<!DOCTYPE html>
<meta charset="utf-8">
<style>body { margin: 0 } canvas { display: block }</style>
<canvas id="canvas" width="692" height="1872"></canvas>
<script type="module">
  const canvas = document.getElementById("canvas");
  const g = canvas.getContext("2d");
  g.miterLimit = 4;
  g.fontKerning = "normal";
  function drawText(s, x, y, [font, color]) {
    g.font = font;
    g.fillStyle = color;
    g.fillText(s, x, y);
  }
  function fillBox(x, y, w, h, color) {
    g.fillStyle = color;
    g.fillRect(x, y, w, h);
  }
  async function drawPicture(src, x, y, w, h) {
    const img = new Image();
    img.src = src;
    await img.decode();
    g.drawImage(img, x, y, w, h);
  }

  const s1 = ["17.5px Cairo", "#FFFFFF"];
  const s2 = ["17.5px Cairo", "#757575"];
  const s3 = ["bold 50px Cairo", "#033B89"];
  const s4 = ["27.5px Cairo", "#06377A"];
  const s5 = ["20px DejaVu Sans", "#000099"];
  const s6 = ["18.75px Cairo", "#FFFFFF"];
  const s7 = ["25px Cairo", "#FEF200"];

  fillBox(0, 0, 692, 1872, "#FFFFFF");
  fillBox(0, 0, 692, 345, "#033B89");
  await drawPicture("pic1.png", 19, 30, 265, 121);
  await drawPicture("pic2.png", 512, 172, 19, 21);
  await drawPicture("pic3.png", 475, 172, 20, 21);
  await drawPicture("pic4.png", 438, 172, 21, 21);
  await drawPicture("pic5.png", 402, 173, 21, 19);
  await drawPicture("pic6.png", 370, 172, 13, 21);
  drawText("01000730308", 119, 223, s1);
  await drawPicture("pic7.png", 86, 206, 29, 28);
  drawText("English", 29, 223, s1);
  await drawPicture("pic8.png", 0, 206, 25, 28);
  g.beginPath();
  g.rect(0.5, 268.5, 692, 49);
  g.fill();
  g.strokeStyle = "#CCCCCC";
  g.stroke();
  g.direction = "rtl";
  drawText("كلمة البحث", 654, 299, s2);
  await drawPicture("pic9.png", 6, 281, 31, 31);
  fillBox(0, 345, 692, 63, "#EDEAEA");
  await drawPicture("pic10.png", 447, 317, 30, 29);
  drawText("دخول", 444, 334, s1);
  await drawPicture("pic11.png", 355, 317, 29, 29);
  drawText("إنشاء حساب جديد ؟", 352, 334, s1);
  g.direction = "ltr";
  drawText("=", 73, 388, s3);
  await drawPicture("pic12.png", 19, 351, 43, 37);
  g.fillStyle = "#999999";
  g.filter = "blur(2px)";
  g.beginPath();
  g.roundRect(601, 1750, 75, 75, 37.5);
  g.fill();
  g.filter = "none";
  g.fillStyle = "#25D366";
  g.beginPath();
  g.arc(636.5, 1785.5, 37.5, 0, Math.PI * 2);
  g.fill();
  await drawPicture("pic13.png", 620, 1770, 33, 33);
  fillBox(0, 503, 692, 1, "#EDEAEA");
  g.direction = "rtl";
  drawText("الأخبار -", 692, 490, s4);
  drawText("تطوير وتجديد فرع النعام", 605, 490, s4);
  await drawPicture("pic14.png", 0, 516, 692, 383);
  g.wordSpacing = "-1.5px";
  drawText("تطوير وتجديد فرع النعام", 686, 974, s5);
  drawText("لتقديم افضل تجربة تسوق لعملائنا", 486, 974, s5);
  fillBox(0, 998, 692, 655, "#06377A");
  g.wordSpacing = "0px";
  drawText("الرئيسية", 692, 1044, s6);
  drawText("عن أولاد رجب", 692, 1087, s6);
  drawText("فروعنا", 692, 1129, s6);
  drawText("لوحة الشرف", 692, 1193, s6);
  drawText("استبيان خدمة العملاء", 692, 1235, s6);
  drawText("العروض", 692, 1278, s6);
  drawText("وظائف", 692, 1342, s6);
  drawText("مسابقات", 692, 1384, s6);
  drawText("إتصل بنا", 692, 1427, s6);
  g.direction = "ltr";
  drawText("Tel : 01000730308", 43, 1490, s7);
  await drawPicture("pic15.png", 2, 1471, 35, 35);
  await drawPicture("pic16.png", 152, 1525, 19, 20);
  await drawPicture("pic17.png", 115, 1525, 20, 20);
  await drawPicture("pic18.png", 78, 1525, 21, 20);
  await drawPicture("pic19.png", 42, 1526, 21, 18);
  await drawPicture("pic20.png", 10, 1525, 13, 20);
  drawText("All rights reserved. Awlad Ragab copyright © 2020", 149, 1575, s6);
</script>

******************************

Your instructions: The response consists of the lines above that contain "canvas".

Your response:
<style>body { margin: 0 } canvas { display: block }</style>
<canvas id="canvas" width="692" height="1872"></canvas>
  const canvas = document.getElementById("canvas");
  const g = canvas.getContext("2d");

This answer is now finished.